A NEWCASTLE man who spent 69 days in jail accused of shooting his enemy, notorious Hunter criminal Daniel Fing, and was then acquitted after a jury deliberated for less than 20 minutes is suing the state of NSW for malicious prosecution and false imprisonment.
Matthew Bruce William Edwards is claiming damages in the NSW Supreme Court in Sydney and is expected to face a three-week hearing before Justice Michael Walton beginning on Tuesday.
Mr Edwards was arrested in February, 2011, and charged with causing grievous bodily harm with intent to murder in relation to the shooting of his rival Mr Fing at Belmont North.
Mr Edwards was behind bars bail refused until March 28, 2011, when he was granted conditional bail, but he was unable to provide the necessary surety and was not released from jail until May 5, 2011, according to court documents.
He pleaded not guilty and the matter went to trial in Newcastle District Court on February 11, 2013.
During his opening address, then defence barrister Paul Marr told the jury to pay close attention to Mr Fing's testimony.
And then during the evidence, Mr Marr suggested to Mr Fing that he had either shot himself or got someone else to shoot him, to frame Mr Edwards.
On February 26, 2013, after deliberating for less than 20 minutes, a jury found Mr Edwards not guilty of the attempted murder charge.
Mr Edwards launched the legal action against the state of NSW in November, 2014, claiming damages for what he said was false imprisonment and malicious prosecution.
The matter was sent for mediation in June, 2018, but was not settled, according to the NSW Supreme Court, and the three-week hearing was confirmed.

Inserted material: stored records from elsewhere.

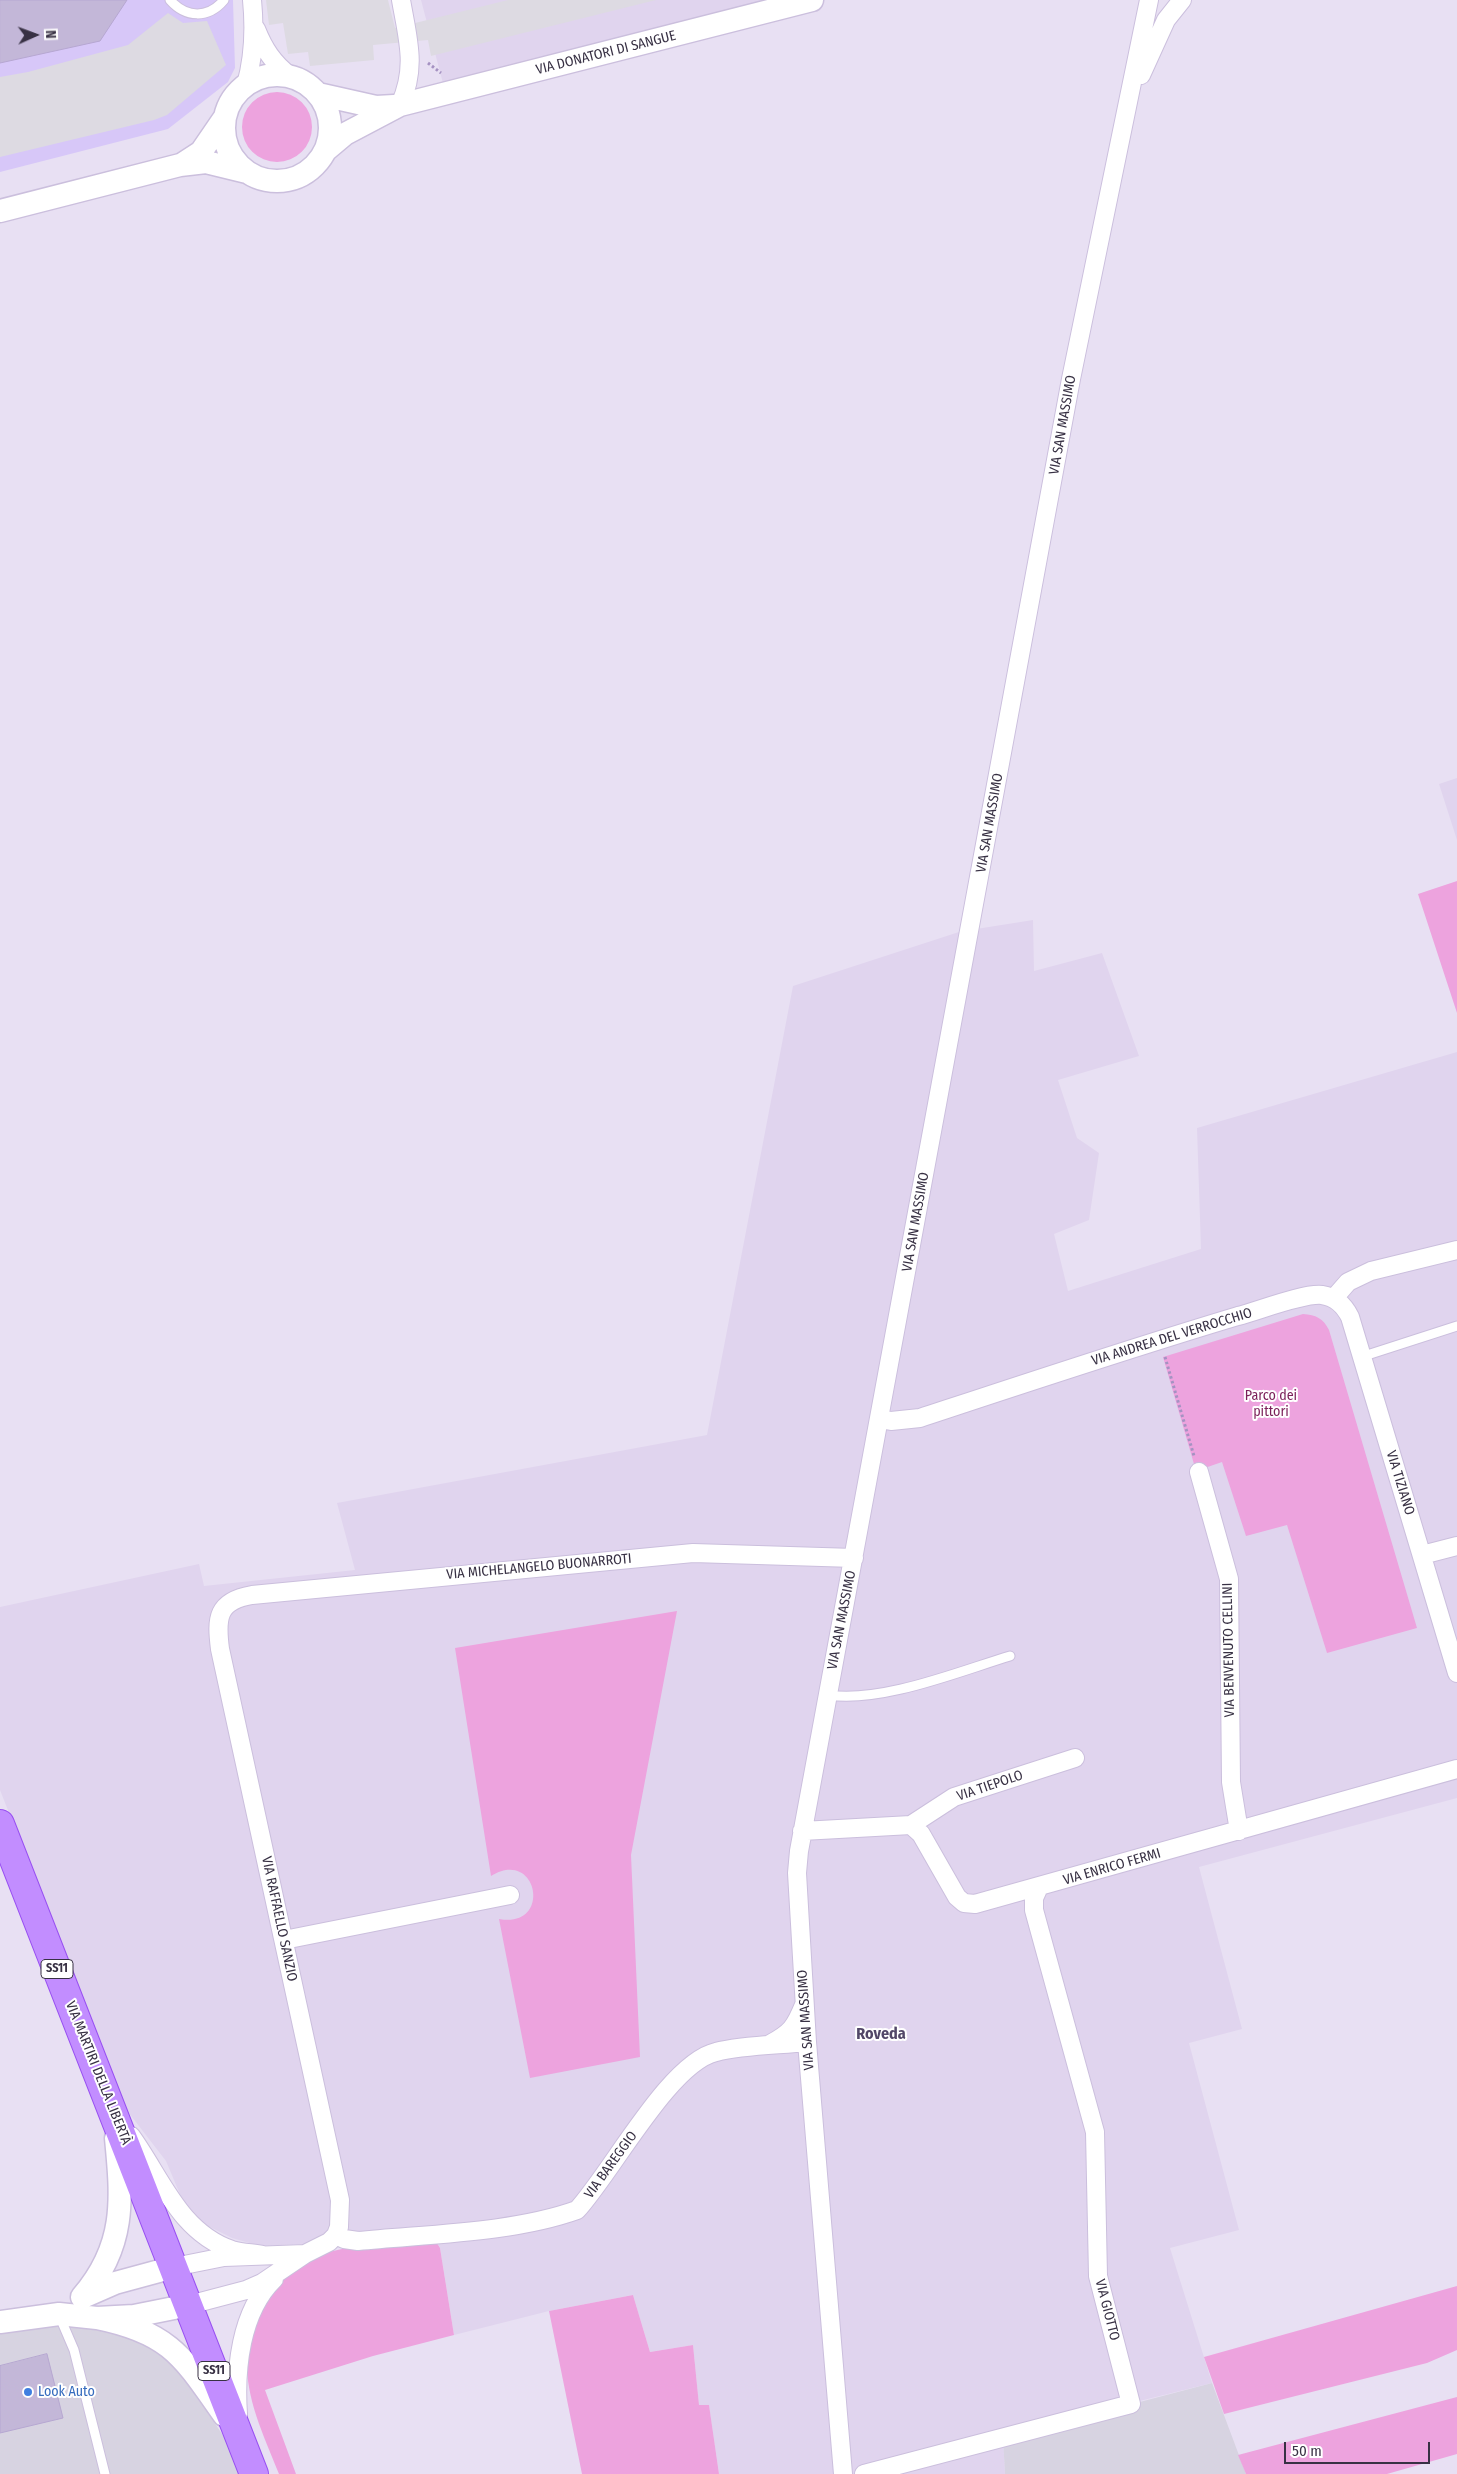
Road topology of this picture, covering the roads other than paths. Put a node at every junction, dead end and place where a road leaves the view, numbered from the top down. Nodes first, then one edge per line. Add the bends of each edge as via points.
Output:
1 (170, 0) edge
2 (224, 0) edge
3 (252, 0) edge
4 (402, 0) edge
5 (812, 0) edge
6 (1149, 0) edge
7 (1182, 0) edge
8 (255, 27) junction
9 (290, 76) junction
10 (246, 85) junction
11 (318, 94) junction
12 (1128, 102) junction
13 (400, 106) junction
14 (225, 117) junction
15 (326, 150) junction
16 (180, 165) junction
17 (247, 172) junction
18 (0, 211) edge
19 (1457, 1250) edge
20 (1334, 1298) junction
21 (1457, 1326) edge
22 (1361, 1357) junction
23 (880, 1419) junction
24 (1199, 1472) road end
25 (1457, 1546) edge
26 (1422, 1555) junction
27 (854, 1558) junction
28 (226, 1605) joint
29 (1010, 1656) dead end
30 (1457, 1673) edge
31 (828, 1694) junction
32 (1075, 1758) dead end
33 (1457, 1769) edge
34 (0, 1824) edge
35 (911, 1825) junction
36 (802, 1831) junction
37 (1239, 1831) junction
38 (1039, 1888) junction
39 (510, 1895) dead end
40 (284, 1940) junction
41 (805, 2003) junction
42 (807, 2042) junction
43 (765, 2047) junction
44 (114, 2114) junction
45 (336, 2235) junction
46 (304, 2254) junction
47 (263, 2255) junction
48 (174, 2267) junction
49 (284, 2269) junction
50 (82, 2297) junction
51 (189, 2305) junction
52 (59, 2314) junction
53 (97, 2318) junction
54 (0, 2322) edge
55 (239, 2437) junction
56 (105, 2474) edge
57 (254, 2474) edge
58 (843, 2474) edge
59 (864, 2474) edge

1 - 2 lane via 182,10 196,14 207,13
3 - 8 street
4 - 13 street via 412,61 408,86
5 - 13 street, VIA DONATORI DI SANGUE
6 - 12 street, VIA SAN MASSIMO
7 - 12 street, VIA SAN MASSIMO via 1166,20
8 - 9 street via 276,65
8 - 10 street
9 - 10 street via 266,76
9 - 11 street via 306,83
10 - 14 street via 236,94
11 - 13 street, VIA DONATORI DI SANGUE via 376,108
11 - 15 street via 330,121
12 - 23 street, VIA SAN MASSIMO via 1071,379
13 - 15 street, VIA DONATORI DI SANGUE via 345,134
14 - 16 street via 201,152
14 - 17 street via 224,133 228,148
15 - 17 street via 306,173 291,179 276,181
16 - 17 street via 206,162
16 - 18 street
19 - 20 street via 1371,1271 1348,1282
20 - 22 street, VIA TIZIANO via 1345,1306
20 - 23 street, VIA ANDREA DEL VERROCCHIO via 1308,1296 1160,1339 920,1418
21 - 22 lane
22 - 26 street, VIA TIZIANO
23 - 27 street, VIA SAN MASSIMO
24 - 37 street, VIA BENVENUTO CELLINI via 1229,1580 1231,1782
25 - 26 street
26 - 30 street, VIA TIZIANO
27 - 28 street, VIA MICHELANGELO BUONARROTI via 693,1553 252,1595 238,1597
27 - 31 street, VIA SAN MASSIMO
28 - 40 street, VIA RAFFAELLO SANZIO via 219,1615 217,1627 220,1649
29 - 31 lane via 882,1694 846,1697
31 - 36 street, VIA SAN MASSIMO
32 - 35 street, VIA TIEPOLO via 954,1797
33 - 37 street, VIA ENRICO FERMI
34 - 44 main road, VIA MARTIRI DELLA LIBERTÀ / SS11
35 - 36 street
35 - 38 street, VIA ENRICO FERMI via 921,1834 957,1897 964,1903 975,1904
36 - 41 street, VIA SAN MASSIMO via 797,1873
37 - 38 street, VIA ENRICO FERMI
38 - 59 street, VIA GIOTTO via 1034,1898 1034,1910 1095,2132 1098,2276 1131,2404
39 - 40 street
40 - 45 street, VIA RAFFAELLO SANZIO via 340,2200 341,2215
41 - 42 street, VIA SAN MASSIMO
41 - 43 street via 789,2034
42 - 43 street, VIA BAREGGIO
42 - 58 street, VIA SAN MASSIMO
43 - 45 street, VIA BAREGGIO via 715,2052 673,2080 577,2210 559,2217 514,2225 358,2241
44 - 47 street via 141,2150 177,2209 190,2223 233,2250
44 - 48 main road, VIA MARTIRI DELLA LIBERTÀ / SS11
44 - 50 street via 120,2192 116,2232 112,2253
45 - 46 street via 330,2242
46 - 47 street
46 - 49 street
47 - 48 street via 224,2257
48 - 50 street
48 - 51 main road, VIA MARTIRI DELLA LIBERTÀ
49 - 51 street via 246,2290
49 - 55 street via 262,2291 245,2331 236,2393
50 - 52 street
51 - 53 street via 134,2316
51 - 55 main road, SS11
52 - 53 street
52 - 54 street
52 - 56 lane via 74,2350
53 - 55 street via 143,2331 174,2350
55 - 57 main road, SS11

The bar for proving malicious prosecution is notoriously high.
It is not enough that someone was wrongly accused or that a person was wrongly convicted, it must be proven that the legal proceedings against the person were instituted with malice and without reasonable grounds.
In the case of Gordon Wood, wrongfully convicted of killing his girlfriend Caroline Byrne, Justice Elizabeth Fullerton was scathing of the state's former top prosecutor Mark Tedeschi, QC, but was still not persuaded he acted maliciously.